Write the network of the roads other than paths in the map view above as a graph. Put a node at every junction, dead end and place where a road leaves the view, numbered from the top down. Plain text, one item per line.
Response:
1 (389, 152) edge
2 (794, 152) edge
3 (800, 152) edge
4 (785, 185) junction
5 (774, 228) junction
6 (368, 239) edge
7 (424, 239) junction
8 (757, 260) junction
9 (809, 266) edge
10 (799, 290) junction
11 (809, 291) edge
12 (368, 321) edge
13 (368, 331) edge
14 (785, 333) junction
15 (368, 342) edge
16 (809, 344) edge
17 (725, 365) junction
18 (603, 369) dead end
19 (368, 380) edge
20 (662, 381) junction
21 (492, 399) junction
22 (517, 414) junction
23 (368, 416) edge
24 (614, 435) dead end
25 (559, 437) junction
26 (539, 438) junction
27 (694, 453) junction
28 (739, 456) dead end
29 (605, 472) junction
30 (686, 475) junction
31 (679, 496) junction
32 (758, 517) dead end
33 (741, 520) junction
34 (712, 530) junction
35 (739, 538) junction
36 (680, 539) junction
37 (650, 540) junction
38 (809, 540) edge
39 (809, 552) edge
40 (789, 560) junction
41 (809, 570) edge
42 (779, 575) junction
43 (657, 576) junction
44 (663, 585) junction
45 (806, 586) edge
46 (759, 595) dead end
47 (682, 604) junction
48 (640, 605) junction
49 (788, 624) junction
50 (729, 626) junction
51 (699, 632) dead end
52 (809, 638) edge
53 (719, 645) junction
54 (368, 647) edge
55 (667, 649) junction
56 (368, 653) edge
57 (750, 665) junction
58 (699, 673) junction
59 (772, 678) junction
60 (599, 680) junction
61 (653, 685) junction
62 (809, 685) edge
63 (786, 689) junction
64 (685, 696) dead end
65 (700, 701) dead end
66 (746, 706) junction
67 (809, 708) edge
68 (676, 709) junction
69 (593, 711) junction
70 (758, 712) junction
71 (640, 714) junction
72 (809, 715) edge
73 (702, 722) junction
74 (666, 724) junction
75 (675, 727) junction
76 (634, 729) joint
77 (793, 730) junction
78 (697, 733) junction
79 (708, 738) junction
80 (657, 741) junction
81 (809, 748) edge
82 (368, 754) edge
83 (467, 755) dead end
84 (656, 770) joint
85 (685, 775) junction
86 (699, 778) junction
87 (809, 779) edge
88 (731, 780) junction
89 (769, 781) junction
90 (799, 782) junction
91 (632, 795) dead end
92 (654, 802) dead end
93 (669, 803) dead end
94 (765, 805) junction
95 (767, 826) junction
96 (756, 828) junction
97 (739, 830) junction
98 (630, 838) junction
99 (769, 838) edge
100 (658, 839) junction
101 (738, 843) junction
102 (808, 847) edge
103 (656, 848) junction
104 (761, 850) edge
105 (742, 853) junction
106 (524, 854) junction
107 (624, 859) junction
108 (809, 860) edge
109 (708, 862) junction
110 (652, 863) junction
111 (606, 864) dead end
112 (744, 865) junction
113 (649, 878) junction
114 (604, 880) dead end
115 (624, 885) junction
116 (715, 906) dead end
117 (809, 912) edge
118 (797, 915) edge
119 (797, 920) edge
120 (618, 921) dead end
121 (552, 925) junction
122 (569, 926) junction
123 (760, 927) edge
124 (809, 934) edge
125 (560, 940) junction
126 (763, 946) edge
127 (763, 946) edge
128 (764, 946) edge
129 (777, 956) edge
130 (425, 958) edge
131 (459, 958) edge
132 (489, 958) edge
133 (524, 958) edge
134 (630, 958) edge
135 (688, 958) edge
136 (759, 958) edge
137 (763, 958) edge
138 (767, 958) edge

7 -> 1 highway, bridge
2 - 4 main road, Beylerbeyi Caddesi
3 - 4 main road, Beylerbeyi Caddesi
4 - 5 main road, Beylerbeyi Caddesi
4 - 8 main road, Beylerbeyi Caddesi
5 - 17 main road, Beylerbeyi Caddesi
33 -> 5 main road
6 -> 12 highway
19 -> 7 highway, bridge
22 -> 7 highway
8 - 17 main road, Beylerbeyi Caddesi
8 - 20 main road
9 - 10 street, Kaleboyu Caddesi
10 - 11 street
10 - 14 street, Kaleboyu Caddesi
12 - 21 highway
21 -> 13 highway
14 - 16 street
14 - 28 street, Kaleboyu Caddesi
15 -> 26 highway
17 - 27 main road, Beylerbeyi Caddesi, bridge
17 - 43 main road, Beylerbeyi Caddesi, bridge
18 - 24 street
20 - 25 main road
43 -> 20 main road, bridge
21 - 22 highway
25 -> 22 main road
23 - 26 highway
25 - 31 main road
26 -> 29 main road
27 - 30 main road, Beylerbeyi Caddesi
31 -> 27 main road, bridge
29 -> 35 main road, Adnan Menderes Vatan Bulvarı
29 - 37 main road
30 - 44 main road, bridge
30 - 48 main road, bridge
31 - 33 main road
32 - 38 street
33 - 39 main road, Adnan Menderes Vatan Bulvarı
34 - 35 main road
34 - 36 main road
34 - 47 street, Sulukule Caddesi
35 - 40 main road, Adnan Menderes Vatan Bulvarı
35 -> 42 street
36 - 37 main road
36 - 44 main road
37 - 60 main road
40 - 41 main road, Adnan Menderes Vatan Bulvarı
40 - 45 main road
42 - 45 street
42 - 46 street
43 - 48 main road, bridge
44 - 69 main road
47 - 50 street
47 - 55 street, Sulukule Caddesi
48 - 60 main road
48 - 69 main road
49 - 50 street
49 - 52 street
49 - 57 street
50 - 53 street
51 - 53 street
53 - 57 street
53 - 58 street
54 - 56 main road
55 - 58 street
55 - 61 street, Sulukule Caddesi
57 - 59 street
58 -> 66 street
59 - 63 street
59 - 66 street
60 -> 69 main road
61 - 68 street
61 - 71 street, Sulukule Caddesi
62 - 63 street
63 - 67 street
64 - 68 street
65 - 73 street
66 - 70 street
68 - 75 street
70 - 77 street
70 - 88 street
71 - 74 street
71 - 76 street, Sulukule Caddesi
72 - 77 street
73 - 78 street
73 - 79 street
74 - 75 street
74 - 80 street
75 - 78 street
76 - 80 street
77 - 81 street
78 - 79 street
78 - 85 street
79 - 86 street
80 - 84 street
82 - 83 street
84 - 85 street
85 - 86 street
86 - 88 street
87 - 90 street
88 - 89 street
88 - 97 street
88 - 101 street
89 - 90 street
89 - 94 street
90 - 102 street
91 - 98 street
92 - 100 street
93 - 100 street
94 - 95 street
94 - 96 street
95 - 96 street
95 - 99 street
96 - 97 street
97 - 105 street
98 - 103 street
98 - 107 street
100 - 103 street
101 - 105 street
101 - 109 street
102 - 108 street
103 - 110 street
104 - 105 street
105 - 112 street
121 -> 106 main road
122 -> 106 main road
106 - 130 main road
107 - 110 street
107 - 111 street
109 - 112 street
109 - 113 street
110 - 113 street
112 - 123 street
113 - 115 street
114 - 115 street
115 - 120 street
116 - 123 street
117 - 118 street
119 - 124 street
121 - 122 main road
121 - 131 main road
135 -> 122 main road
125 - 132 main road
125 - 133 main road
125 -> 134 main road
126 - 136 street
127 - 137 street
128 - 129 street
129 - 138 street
------------------------
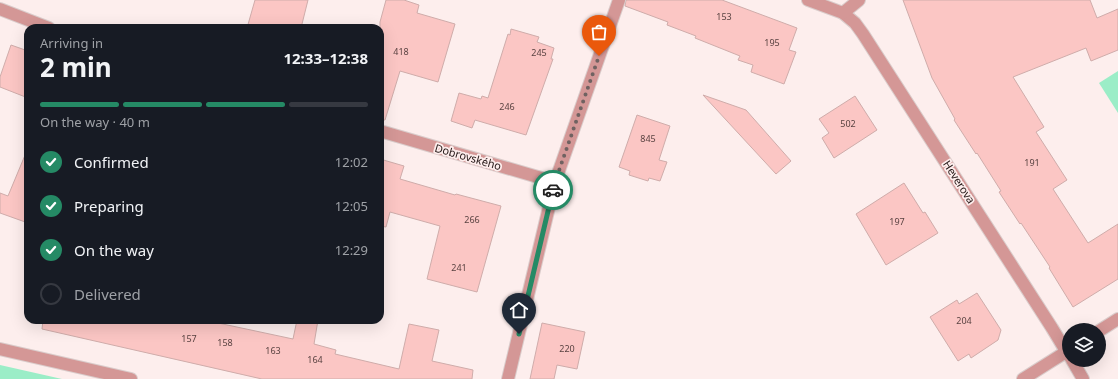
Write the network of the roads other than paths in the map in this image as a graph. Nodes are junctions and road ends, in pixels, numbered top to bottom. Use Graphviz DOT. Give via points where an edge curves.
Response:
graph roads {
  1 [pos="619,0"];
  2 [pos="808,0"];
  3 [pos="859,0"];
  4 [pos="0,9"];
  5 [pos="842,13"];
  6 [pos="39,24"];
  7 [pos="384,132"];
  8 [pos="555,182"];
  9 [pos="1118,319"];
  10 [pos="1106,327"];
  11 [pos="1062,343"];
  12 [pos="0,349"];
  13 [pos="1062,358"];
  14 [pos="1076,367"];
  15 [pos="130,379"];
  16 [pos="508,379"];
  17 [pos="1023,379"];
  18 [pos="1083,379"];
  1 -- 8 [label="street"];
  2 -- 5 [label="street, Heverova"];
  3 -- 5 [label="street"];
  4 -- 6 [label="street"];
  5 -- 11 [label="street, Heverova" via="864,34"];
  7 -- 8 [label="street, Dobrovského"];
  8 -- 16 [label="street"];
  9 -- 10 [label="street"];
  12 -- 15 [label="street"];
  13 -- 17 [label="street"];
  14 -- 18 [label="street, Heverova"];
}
------------------------
▶ [WHAT YOU SHOULD DO]: Identify every line above that includes the word "Write", and show those lines.

▶ [RESULT OF THE TASK]:
Write the network of the roads other than paths in the map view above as a graph. Put a node at every junction, dead end and place where a road leaves the view, numbered from the top down. Plain text, one item per line.
Write the network of the roads other than paths in the map in this image as a graph. Nodes are junctions and road ends, in pixels, numbered top to bottom. Use Graphviz DOT. Give via points where an edge curves.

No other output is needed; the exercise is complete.